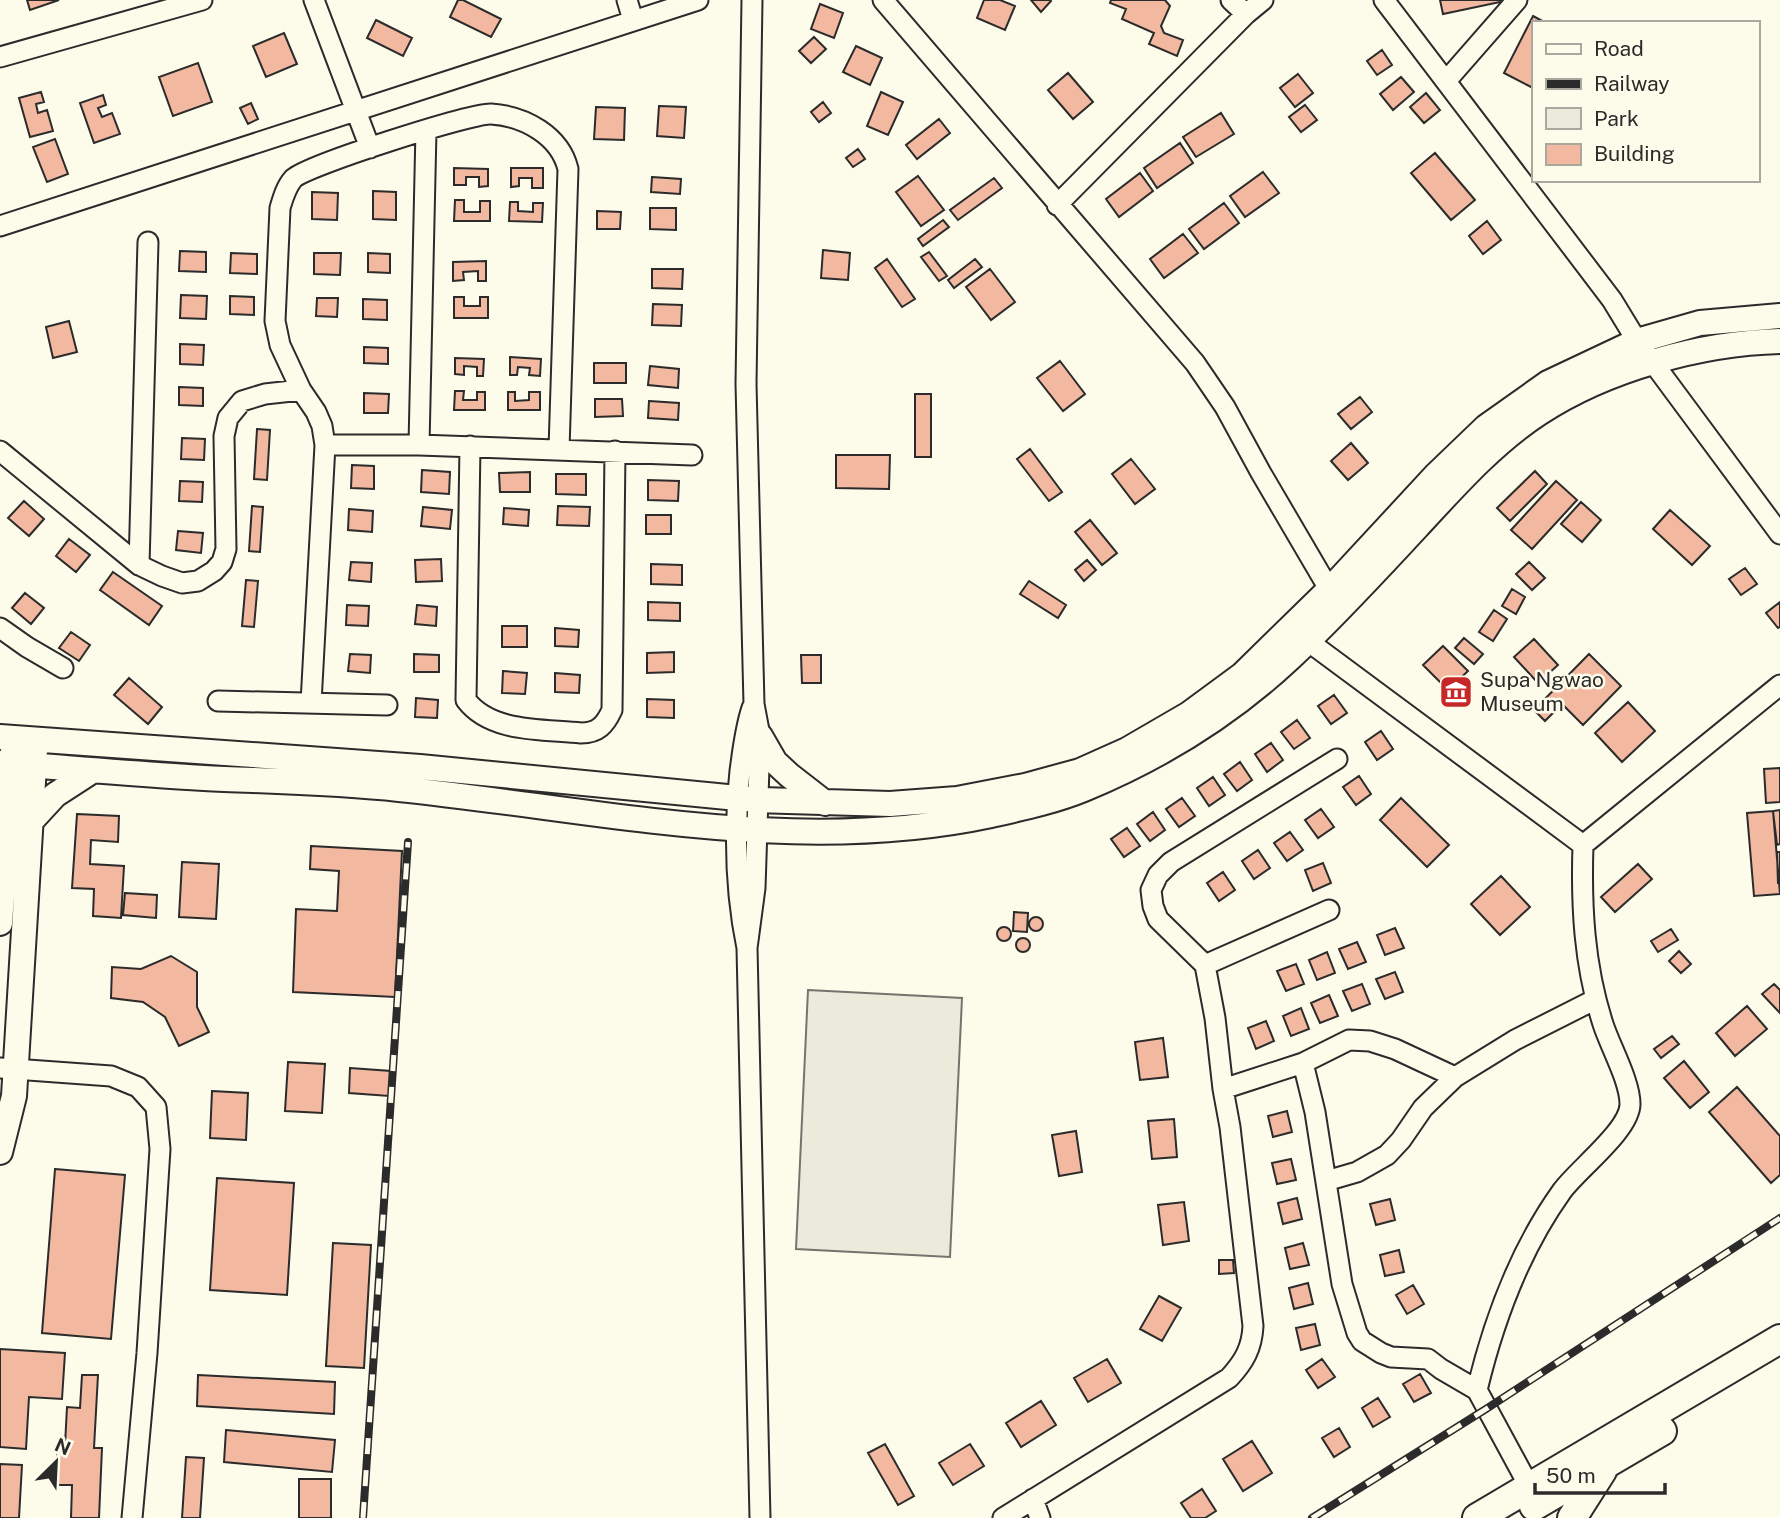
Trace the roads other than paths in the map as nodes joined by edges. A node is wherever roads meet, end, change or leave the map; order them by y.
1 (202, 0) edge
2 (314, 0) edge
3 (626, 0) edge
4 (698, 0) edge
5 (752, 0) edge
6 (883, 0) edge
7 (1231, 0) edge
8 (1264, 0) edge
9 (1384, 0) edge
10 (1517, 0) edge
11 (1246, 14) junction
12 (633, 20) junction
13 (0, 57) edge
14 (1447, 80) junction
15 (357, 110) junction
16 (426, 130) junction
17 (370, 148) junction
18 (1058, 205) junction
19 (0, 226) edge
20 (149, 242) dead end
21 (1780, 316) edge
22 (1637, 341) junction
23 (1780, 341) edge
24 (1653, 363) junction
25 (301, 390) junction
26 (325, 445) junction
27 (419, 445) junction
28 (470, 446) junction
29 (559, 449) junction
30 (0, 451) edge
31 (615, 452) junction
32 (692, 454) dead end
33 (1780, 534) edge
34 (139, 565) junction
35 (1329, 589) junction
36 (0, 628) edge
37 (1299, 634) junction
38 (63, 667) dead end
39 (1780, 685) edge
40 (218, 701) dead end
41 (311, 703) junction
42 (754, 704) junction
43 (387, 705) dead end
44 (760, 736) junction
45 (16, 738) edge
46 (1337, 759) dead end
47 (15, 764) edge
48 (92, 771) junction
49 (747, 799) junction
50 (825, 803) junction
51 (4, 820) edge
52 (31, 821) junction
53 (747, 830) junction
54 (1583, 845) junction
55 (1329, 910) dead end
56 (0, 923) edge
57 (1205, 965) junction
58 (1596, 999) junction
59 (9, 1017) edge
60 (1303, 1063) junction
61 (8, 1069) edge
62 (1455, 1077) junction
63 (1223, 1089) junction
64 (0, 1152) edge
65 (1326, 1181) junction
66 (1780, 1339) edge
67 (1780, 1359) edge
68 (1477, 1390) junction
69 (1605, 1465) junction
70 (1529, 1486) junction
71 (1033, 1499) junction
72 (132, 1518) edge
73 (760, 1518) edge
74 (1003, 1518) edge
75 (1040, 1518) edge
76 (1477, 1518) edge
77 (1514, 1518) edge
78 (1572, 1518) edge

1 - 13 street
2 - 15 street
3 - 12 street
4 - 12 street
5 - 42 street
6 - 18 street
7 - 11 street
8 - 11 street
9 - 14 street
10 - 14 street
11 - 18 street
12 - 15 street
14 - 22 street
15 - 17 street
15 - 19 street
16 - 17 street
16 - 27 street
16 - 29 street
17 - 25 street
18 - 35 street
20 - 34 street
21 - 22 main road
22 - 24 street
22 - 35 main road
23 - 24 main road
24 - 33 street
24 - 37 main road
25 - 26 street
25 - 34 street
26 - 27 street
26 - 41 street
27 - 28 street
28 - 29 street
28 - 31 street
29 - 31 street
30 - 34 street
31 - 32 street
35 - 37 main road
36 - 38 street
37 - 50 main road
37 - 53 main road
37 - 54 street
39 - 54 street
40 - 41 street
41 - 43 street
42 - 44 street
42 - 49 street
44 - 49 street
44 - 50 main road
45 - 47 main road
45 - 49 main road
46 - 57 street
47 - 48 main road
47 - 51 main road
47 - 52 main road
48 - 52 main road
48 - 53 main road
49 - 50 main road
49 - 53 street
51 - 56 main road
52 - 59 main road
53 - 73 street
54 - 58 street
55 - 57 street
57 - 63 street
58 - 62 street
58 - 68 street
59 - 61 main road
60 - 62 street
60 - 63 street
60 - 65 street
61 - 64 main road
61 - 72 street
62 - 65 street
63 - 71 street
65 - 68 street
66 - 70 highway
67 - 69 highway
68 - 70 street
69 - 77 highway
69 - 78 highway
70 - 76 highway
71 - 74 street
71 - 75 street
-=-=-=-=-
- Directions:
In the listing above, how many of the lines include "highway"? Give only the figure.

- Finished exercise:
5